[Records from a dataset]
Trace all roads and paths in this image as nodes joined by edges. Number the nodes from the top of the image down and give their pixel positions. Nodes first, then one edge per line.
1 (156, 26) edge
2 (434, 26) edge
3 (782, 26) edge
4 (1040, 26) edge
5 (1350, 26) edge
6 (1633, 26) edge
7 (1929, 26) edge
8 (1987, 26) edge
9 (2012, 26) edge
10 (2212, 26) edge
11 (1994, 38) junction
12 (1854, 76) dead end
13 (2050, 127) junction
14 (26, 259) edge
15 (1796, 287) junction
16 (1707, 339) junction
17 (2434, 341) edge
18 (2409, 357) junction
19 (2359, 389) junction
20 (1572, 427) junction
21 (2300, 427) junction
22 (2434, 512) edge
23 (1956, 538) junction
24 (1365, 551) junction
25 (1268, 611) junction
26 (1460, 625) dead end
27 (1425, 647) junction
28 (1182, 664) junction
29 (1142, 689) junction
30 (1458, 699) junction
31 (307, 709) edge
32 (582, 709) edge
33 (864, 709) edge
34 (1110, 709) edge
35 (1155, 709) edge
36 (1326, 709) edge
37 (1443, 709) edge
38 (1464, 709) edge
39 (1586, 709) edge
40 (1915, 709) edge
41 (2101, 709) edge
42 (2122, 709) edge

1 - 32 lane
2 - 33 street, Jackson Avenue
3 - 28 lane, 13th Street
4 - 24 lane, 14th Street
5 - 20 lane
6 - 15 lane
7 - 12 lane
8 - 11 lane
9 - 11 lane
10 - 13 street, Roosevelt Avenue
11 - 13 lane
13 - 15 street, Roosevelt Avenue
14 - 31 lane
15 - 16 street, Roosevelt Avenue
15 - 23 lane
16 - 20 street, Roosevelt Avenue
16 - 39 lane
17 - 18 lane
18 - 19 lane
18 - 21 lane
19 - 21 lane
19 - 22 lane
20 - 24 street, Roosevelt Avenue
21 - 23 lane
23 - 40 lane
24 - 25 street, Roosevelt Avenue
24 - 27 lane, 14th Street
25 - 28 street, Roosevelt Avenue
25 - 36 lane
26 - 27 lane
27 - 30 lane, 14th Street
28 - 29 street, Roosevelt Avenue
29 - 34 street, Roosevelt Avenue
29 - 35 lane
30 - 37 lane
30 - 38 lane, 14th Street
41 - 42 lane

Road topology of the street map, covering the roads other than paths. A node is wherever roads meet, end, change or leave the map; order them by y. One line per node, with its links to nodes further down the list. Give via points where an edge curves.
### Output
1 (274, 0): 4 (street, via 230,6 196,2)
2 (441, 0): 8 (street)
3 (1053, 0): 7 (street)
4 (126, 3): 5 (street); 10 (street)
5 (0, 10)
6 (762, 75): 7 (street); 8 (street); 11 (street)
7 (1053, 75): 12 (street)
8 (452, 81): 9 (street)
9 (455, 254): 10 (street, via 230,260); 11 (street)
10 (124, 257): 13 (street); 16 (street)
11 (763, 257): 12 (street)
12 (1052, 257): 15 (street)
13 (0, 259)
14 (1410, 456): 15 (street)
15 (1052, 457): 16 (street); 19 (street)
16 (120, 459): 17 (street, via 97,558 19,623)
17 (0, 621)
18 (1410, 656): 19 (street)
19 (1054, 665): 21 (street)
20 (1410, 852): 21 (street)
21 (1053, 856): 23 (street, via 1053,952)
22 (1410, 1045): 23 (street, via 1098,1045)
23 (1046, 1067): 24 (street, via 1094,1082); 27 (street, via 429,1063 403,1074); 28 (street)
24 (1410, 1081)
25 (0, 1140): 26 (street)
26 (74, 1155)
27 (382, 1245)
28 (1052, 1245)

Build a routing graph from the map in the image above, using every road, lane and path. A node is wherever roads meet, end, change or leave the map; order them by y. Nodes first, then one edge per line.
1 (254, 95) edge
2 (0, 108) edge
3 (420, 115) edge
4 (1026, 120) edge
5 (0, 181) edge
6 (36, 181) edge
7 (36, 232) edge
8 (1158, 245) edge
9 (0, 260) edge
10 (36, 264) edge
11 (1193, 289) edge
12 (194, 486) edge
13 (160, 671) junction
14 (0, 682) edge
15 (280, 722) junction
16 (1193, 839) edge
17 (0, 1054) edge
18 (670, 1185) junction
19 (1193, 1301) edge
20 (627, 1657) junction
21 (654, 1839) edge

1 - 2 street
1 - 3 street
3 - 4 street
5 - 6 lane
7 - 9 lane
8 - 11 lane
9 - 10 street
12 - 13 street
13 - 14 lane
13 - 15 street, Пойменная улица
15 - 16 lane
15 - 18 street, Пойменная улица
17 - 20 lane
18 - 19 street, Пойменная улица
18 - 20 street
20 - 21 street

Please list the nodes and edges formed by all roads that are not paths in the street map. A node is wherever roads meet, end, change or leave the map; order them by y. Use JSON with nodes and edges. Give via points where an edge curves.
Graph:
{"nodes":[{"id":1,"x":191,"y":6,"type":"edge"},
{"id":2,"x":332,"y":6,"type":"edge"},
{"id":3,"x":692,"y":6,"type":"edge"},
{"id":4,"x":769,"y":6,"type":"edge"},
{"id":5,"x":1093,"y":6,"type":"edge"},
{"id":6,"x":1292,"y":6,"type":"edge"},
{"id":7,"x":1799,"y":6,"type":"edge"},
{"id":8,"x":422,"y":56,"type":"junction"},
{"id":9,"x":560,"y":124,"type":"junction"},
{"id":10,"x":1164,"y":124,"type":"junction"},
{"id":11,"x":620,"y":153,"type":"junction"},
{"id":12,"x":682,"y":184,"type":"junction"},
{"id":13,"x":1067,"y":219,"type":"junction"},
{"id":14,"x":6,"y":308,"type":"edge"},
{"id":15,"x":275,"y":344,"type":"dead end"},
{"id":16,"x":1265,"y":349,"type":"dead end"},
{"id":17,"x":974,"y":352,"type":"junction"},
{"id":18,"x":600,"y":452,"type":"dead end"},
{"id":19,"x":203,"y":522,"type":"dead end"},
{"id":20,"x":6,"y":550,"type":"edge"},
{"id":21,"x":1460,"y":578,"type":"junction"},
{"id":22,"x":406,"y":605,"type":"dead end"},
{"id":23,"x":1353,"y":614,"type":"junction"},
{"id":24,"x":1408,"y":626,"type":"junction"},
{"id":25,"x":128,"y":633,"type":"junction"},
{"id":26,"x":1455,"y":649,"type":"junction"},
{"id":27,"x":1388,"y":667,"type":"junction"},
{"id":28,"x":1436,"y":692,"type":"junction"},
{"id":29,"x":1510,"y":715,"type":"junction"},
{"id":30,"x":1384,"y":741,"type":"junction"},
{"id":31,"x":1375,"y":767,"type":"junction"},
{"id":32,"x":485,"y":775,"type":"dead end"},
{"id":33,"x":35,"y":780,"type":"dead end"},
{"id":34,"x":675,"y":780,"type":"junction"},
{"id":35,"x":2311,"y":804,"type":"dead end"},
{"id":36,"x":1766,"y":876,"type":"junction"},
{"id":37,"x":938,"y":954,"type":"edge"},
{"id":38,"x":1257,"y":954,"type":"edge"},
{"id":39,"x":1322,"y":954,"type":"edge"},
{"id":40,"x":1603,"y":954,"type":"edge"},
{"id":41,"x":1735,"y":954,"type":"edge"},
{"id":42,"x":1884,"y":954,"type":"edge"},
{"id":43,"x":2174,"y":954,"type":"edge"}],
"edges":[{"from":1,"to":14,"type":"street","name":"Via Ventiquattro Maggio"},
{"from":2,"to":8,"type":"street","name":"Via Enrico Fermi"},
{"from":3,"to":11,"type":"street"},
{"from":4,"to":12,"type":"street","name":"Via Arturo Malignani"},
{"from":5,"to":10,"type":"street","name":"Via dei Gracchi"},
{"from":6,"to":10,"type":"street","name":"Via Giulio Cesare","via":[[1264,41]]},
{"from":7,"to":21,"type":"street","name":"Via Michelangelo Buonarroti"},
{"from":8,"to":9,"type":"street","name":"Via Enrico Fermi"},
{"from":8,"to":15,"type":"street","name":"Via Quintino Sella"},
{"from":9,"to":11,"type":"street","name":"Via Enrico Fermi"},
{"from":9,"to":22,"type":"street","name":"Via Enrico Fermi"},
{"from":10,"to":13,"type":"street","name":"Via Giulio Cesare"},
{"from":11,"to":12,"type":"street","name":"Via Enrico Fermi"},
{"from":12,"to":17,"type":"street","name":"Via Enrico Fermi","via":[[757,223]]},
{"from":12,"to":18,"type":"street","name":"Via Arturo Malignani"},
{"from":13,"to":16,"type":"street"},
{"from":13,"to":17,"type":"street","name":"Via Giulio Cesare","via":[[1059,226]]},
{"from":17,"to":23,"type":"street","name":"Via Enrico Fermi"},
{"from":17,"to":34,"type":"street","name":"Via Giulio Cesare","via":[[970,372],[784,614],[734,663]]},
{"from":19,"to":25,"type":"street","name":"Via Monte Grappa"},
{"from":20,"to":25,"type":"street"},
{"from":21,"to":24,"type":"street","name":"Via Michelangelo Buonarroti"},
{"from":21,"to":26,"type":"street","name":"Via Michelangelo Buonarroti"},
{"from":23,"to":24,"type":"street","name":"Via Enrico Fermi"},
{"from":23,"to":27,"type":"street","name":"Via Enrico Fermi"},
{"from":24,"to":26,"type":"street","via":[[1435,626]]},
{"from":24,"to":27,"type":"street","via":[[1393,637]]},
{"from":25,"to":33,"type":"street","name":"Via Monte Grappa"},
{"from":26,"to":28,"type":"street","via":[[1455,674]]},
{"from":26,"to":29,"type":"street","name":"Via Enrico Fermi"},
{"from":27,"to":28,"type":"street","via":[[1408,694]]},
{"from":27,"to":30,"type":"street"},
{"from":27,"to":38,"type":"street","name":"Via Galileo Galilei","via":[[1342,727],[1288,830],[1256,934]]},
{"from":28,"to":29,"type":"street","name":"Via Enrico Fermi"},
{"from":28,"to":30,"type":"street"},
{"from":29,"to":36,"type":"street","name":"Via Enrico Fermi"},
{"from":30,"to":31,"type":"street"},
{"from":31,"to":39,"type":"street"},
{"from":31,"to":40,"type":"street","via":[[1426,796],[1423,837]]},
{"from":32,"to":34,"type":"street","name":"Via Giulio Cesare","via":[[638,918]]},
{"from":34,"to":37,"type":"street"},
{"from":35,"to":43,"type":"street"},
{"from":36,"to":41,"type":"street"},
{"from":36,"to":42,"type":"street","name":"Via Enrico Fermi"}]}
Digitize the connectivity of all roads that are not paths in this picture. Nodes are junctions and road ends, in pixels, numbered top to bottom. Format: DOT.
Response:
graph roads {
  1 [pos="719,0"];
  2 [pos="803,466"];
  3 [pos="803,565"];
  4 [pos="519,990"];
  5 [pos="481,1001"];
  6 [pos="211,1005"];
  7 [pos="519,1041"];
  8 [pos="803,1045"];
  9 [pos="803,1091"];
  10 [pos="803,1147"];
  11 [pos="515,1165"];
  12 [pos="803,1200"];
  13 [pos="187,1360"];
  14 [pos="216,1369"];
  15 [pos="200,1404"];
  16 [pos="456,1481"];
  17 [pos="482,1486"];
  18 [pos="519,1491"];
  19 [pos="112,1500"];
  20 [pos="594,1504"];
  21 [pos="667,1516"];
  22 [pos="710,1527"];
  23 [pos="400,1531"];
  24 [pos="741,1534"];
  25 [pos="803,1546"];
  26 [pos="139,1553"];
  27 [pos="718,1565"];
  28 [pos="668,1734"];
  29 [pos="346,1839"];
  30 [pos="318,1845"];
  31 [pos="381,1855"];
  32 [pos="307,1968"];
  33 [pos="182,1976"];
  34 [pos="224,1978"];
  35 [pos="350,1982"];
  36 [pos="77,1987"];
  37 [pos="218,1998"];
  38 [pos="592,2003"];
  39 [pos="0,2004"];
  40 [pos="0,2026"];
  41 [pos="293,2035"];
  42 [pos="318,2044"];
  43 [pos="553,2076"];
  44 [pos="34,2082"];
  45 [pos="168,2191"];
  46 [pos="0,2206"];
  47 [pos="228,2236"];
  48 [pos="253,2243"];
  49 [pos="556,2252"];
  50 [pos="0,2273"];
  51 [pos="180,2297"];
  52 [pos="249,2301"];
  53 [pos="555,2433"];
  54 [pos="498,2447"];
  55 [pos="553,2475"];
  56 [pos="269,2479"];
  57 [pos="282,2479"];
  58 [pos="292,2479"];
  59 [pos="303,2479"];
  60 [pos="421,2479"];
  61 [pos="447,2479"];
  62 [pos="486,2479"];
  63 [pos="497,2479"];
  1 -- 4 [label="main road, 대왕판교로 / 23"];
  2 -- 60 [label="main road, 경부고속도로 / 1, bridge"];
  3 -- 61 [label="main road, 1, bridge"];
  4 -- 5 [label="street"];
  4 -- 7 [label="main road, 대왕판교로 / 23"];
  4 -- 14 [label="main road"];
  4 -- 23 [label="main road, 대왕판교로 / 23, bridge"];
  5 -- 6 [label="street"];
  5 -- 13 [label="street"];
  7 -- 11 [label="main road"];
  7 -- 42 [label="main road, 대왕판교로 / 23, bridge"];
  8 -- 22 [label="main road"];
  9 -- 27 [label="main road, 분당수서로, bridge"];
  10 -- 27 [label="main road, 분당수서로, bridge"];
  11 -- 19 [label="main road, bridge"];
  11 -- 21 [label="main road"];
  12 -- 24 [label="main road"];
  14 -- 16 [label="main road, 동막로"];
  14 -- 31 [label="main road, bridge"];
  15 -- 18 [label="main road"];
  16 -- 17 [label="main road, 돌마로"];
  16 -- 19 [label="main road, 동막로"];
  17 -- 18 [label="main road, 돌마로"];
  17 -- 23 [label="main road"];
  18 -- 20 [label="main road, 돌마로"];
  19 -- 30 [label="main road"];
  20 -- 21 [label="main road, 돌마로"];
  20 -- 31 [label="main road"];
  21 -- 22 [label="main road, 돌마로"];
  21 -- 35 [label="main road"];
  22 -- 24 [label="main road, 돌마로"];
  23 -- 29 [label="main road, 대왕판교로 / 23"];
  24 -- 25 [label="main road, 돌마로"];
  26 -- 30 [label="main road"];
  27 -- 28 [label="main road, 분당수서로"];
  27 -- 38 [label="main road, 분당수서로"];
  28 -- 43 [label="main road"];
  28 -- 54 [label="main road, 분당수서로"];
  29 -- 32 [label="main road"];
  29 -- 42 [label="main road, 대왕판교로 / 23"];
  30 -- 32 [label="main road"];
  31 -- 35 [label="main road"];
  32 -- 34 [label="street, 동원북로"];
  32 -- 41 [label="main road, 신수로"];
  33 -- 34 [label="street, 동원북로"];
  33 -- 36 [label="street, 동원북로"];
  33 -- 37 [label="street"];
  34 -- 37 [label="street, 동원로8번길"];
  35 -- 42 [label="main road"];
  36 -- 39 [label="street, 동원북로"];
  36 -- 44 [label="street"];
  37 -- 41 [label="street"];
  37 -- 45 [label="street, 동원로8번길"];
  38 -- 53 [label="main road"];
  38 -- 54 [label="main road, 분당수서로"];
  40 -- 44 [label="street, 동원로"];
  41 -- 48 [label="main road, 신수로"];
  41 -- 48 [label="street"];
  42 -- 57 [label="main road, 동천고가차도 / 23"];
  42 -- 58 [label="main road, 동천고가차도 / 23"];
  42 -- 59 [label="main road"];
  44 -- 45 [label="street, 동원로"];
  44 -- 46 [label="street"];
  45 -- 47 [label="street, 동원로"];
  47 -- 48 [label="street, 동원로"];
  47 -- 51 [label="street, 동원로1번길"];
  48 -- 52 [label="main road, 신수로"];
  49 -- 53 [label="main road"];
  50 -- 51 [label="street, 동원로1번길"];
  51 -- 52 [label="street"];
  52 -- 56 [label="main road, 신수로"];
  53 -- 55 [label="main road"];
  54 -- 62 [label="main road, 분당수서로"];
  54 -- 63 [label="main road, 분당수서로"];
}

== TASK REQUIREMENTS ==
Bring together all lines in the records where the word "대왕판교로" is found.

== SOLUTION FOR THIS EXERCISE ==
  1 -- 4 [label="main road, 대왕판교로 / 23"];
  4 -- 7 [label="main road, 대왕판교로 / 23"];
  4 -- 23 [label="main road, 대왕판교로 / 23, bridge"];
  7 -- 42 [label="main road, 대왕판교로 / 23, bridge"];
  23 -- 29 [label="main road, 대왕판교로 / 23"];
  29 -- 42 [label="main road, 대왕판교로 / 23"];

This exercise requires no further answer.